The GUI seems to basically expose all the command line arguments in a simple
UI, which is great for a developer tool, it would be nice to also see the
corresponding command line generated by the tool.

"This Is What Happens When You Let Developers Write Blog With Clickbait
Titles"

------
jttam
I know it was a younger time back in 2006, but there is always something
disingenuous about referring to the entire class of software developers being
unable to do good frontend UI/UX development. It's a different discipline to
be sure, but it's not a lot different to me than saying knowing statistics to
be a good data software developer or any other application development.
Software doesn't get written for its own sake.

------
mannykannot
This is not a terrible design. I have seen designs, some by professionals (or
at least by people who were paid), that are too clever by half.
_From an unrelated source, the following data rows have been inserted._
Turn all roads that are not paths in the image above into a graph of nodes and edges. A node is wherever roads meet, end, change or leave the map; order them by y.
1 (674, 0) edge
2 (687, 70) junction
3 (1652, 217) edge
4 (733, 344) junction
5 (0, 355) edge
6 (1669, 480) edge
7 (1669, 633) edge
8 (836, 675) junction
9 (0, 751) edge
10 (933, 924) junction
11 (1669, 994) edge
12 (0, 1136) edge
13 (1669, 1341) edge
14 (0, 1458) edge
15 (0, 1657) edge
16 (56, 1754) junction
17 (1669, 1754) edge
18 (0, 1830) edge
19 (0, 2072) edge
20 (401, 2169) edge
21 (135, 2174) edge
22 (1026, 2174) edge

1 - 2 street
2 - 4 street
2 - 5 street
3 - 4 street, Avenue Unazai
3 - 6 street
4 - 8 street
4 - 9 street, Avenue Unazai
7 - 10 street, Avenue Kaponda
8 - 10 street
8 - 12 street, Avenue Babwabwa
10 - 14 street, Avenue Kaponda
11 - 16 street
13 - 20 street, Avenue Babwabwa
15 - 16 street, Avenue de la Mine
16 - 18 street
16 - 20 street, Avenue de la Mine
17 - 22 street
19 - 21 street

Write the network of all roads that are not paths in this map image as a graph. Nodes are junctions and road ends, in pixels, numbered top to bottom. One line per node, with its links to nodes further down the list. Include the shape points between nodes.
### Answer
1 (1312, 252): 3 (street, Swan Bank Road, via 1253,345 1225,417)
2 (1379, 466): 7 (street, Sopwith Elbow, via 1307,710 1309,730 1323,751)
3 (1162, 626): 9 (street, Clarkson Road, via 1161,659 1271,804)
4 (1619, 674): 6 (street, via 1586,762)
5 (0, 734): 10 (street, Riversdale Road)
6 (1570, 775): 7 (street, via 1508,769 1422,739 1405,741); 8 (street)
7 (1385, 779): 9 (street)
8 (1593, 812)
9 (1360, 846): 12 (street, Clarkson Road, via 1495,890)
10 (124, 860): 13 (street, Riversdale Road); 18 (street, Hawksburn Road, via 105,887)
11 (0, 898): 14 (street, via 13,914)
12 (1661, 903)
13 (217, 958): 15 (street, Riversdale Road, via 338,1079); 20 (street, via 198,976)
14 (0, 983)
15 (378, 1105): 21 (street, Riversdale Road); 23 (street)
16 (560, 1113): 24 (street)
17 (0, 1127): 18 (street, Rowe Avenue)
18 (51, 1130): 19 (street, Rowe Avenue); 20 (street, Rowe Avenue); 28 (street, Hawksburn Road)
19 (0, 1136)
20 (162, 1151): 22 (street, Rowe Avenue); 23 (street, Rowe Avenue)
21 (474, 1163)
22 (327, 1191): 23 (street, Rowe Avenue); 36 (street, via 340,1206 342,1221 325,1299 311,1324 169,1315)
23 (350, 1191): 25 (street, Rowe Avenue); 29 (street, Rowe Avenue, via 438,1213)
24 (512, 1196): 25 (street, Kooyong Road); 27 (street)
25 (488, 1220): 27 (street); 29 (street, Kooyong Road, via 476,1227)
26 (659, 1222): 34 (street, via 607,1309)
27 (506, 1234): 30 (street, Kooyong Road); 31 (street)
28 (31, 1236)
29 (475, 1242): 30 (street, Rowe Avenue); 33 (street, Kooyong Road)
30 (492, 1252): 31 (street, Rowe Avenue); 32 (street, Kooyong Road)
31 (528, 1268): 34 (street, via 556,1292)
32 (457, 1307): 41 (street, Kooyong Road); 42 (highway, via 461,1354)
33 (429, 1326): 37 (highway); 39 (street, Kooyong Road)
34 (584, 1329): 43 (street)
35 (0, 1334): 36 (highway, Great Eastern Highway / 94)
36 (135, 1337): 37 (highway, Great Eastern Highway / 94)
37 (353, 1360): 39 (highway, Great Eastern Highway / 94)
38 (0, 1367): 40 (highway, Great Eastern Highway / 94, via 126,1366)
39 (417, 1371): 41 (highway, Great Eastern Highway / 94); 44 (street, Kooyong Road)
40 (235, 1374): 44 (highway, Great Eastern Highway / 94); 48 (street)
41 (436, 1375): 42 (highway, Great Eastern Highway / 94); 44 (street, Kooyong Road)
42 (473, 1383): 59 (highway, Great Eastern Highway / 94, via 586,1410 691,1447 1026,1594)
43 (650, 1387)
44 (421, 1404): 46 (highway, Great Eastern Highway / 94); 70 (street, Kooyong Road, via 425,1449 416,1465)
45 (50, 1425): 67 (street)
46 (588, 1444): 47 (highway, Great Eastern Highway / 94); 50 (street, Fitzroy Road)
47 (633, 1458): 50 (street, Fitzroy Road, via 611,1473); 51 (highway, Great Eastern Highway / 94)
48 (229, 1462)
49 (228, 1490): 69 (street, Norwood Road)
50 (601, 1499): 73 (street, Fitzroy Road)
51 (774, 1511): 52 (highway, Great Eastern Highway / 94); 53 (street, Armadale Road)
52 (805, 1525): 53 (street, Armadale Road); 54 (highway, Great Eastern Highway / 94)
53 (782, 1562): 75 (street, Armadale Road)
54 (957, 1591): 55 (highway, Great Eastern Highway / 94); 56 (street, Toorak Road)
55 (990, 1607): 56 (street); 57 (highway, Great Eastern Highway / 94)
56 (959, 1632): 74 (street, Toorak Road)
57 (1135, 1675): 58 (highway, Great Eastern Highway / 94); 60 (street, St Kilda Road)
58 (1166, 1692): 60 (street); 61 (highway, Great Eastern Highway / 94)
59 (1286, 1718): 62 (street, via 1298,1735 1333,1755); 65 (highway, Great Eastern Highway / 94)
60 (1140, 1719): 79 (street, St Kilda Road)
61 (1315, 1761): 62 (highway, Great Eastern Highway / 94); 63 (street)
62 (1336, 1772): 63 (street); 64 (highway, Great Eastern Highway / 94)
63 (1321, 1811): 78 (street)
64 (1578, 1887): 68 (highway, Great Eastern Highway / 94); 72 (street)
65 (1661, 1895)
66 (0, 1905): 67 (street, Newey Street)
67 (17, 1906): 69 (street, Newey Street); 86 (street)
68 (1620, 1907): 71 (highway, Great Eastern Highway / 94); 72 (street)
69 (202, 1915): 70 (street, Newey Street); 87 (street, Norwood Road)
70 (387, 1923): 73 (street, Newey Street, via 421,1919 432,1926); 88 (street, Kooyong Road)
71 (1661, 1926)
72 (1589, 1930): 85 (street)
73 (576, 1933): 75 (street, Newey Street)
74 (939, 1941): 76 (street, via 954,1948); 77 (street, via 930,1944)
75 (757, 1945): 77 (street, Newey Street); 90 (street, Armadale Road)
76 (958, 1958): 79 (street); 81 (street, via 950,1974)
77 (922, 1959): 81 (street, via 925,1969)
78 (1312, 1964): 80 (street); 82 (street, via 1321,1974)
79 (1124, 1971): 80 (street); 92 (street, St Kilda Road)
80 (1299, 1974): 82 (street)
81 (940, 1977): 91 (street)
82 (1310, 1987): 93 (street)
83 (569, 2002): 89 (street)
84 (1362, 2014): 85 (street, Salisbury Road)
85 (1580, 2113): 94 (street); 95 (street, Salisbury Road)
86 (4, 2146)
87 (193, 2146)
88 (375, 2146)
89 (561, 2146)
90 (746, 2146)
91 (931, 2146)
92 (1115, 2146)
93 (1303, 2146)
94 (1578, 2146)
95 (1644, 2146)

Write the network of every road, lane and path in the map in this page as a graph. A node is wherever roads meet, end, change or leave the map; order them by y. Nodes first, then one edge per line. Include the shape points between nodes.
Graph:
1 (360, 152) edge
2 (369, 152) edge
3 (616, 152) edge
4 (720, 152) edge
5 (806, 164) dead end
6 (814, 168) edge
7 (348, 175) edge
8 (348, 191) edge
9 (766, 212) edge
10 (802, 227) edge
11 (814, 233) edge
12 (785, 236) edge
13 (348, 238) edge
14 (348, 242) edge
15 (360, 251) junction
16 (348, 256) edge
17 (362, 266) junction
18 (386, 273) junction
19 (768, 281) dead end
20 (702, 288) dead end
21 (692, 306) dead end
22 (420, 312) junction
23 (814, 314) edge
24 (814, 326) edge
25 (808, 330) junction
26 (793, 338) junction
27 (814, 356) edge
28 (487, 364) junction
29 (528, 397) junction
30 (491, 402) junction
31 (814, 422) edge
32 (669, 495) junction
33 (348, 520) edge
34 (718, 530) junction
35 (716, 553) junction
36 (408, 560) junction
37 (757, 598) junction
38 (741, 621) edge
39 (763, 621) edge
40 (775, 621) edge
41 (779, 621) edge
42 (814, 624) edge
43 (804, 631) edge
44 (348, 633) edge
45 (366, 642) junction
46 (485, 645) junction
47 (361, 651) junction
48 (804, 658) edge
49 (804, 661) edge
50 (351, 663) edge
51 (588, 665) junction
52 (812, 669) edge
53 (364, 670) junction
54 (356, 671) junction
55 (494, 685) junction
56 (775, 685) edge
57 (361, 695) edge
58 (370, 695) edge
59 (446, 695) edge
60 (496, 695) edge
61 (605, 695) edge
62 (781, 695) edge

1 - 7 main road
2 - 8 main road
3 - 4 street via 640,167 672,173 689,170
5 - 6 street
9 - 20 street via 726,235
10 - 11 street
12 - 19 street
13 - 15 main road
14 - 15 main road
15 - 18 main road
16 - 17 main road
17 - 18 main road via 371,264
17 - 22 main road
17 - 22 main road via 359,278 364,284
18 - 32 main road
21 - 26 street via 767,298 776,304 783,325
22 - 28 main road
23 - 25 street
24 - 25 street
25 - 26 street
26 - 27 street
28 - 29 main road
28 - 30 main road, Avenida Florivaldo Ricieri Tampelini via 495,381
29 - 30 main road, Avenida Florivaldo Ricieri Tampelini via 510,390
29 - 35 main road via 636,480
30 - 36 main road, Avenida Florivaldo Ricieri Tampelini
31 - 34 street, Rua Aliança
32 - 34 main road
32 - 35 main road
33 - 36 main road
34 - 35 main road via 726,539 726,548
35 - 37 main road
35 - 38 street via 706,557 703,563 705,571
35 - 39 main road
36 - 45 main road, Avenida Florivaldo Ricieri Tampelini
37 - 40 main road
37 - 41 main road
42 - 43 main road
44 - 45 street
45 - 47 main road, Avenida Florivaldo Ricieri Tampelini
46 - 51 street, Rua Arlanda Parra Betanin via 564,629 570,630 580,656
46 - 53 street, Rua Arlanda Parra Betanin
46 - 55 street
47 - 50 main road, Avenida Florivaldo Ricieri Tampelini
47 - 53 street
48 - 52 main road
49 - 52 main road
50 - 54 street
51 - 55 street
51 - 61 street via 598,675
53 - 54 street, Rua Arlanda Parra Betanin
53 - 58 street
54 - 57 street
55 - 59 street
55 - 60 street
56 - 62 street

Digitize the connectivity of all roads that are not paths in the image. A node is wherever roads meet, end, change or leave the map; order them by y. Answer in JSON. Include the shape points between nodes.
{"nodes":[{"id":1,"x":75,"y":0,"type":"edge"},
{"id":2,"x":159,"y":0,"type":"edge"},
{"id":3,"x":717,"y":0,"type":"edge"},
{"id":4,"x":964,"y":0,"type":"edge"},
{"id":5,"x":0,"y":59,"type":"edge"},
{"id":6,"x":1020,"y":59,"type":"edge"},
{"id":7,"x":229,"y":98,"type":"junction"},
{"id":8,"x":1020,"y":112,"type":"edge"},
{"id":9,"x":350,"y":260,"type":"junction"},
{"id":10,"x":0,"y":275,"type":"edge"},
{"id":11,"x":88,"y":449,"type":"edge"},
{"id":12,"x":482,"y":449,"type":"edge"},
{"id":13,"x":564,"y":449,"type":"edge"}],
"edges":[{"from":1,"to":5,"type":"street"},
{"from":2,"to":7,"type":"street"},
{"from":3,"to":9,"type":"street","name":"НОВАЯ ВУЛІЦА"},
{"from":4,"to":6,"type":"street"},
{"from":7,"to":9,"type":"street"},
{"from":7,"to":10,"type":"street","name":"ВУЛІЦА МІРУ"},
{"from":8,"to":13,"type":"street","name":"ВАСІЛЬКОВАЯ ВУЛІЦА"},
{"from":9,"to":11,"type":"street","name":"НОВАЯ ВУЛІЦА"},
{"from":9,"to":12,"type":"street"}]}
Some of the
common errors are a) the visual representation does not match information
structure or the workflow - e.g. common tasks are complicated to perform; b)
it is not obvious whether an operation has succeeded and what the current
state is; c) 'elegance' and cleverness displace clarity so the interface
becomes a cryptic puzzle; d) the interface design implicitly assumes that the
user has information and knowledge that he may well not have.

------
stemuk
Best Comment: "If you've got UI problems, I feel bad for you son. I've got 99
problems, but design ain't one."

------
J_Darnley
Better than a GUI which has no options like just about everything created by a
designer today.

------
jtnews
I used software where every page looked like those designs. Apparently the
developers would get a request for feature 'X' and would just add a button for
it. There was one screen with a button added for one very particular process
unique to us that probably caused head scratching for every other user.